Artista de alma simples, acordava todos os dias com sua amada nos braços e o gatinho enroscado em suas pernas.

Edilson — o Tico — era filho de João e Wilma e irmão de Elizethe (Li, como ele a chamava) e de Celso, todos criados da maneira mais amorosa e correta possível. Em família, brincavam que ele era o preferido da mãe, Li a do pai e Celsinho o dos avós, de maneira que todo mundo era o mais querido de alguém.

Relembrando a harmonia reinante, Elizethe afirma: “Como irmão, a lágrima que cai agora diz tudo sobre nós. Éramos agarrados, sempre juntos e, nos últimos dez anos, até no trabalho. 'Brother' de tudo, no melhor sentido da palavra”.
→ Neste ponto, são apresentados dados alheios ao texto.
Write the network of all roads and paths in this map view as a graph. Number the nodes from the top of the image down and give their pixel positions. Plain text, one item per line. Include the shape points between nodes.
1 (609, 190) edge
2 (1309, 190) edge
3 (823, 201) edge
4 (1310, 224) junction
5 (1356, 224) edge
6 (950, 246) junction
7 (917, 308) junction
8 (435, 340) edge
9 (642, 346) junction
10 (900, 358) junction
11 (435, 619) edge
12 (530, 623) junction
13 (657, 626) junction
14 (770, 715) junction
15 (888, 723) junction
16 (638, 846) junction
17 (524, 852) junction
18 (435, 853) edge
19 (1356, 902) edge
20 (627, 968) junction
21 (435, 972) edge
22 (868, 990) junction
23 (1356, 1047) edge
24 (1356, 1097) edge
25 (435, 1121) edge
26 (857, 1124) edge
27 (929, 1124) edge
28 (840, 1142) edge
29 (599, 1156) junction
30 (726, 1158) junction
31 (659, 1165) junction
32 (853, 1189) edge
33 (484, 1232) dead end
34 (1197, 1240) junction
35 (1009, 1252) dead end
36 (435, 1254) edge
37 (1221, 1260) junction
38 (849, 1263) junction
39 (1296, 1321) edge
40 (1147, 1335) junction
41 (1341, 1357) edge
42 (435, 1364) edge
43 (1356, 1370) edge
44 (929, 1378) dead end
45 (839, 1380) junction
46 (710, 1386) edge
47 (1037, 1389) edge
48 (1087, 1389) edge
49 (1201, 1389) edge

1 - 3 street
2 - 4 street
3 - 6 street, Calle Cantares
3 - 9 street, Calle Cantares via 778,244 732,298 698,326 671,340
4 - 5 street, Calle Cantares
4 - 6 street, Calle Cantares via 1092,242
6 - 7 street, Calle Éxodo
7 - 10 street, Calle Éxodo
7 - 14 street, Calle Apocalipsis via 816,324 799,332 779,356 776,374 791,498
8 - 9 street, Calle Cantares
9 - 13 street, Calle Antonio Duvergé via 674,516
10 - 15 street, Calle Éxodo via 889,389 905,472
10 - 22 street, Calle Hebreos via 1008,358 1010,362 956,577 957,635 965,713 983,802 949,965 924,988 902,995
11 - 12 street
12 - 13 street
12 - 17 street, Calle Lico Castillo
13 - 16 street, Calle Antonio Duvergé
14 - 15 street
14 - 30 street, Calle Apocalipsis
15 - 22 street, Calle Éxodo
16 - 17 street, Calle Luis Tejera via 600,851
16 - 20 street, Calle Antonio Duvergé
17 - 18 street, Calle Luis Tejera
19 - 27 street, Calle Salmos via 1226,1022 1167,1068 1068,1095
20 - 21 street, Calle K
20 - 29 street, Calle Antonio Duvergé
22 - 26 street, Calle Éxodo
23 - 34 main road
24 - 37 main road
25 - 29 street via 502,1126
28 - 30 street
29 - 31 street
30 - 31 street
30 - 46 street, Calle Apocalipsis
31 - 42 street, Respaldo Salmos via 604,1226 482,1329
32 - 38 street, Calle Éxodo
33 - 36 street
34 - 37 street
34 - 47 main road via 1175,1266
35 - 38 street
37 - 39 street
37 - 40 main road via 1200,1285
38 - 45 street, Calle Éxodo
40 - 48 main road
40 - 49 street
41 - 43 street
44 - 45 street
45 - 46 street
Era casado com Alessandra e formavam um casal que todos admiravam. Os dois, apesar de serem ambos de São Paulo, conheceram-se em Santa Catarina quando passavam férias na Praia do Rosa. Desde então, grudaram um no outro e assim foi durante os vinte e sete anos em que permaneceram casados. "Alessandra diz sempre que, além do namorado, perdeu o seu melhor amigo, e que não vai encontrar alguém que a entenda e se importe com ela tanto quanto ele".

Ele era o PAI, com letra maiúscula, de Gabriella (Gabi) e de Isabella (Isa). Cuidava, participava de tudo, incentivava, era sempre muito presente e o maior fã de todas as conquistas das duas. Nunca faltou a nenhuma festa ou reunião da escola e tudo que elas precisavam dele, ele resolvia. Ele as educou com muito carinho e também postura. "As duas vivem dizendo, quando algo de bom lhes acontece: 'O papai ia amar estar aqui vendo isso'", conta Li.

O que Edilson mais amava fazer era reunir as pessoas. Amava praias, onde surfava, mergulhava e nadava; e amava se colocar com Alessandra à frente dos churrascos, com amigos em volta da mesa. Preparar esses encontros já era festa pra ele. Amava cozinhar e era muito ordeiro: ao terminar, quase sem que os outros percebessem, já organizava tudo, e com o mesmo entusiasmo que demonstrava ao receber as pessoas. “Caramba, era uma delícia, risadas na certa. Incrível como ele reunia todas as tribos em volta de sua mesa com tanta alegria e prazer”, diz Elizethe. E ela o descreve:

“A cidade o deixava tenso, mas sempre dava um jeito de escapar para aproveitar um pouco! Esportista, amava o mar, praticava boxe, gostava da ordem em casa e no trabalho. Amoroso, era cuidador de todos, até dos bichinhos de rua. Era tímido na altura da voz; seu sorriso era miúdo e quando gargalhava ficava vermelhinho.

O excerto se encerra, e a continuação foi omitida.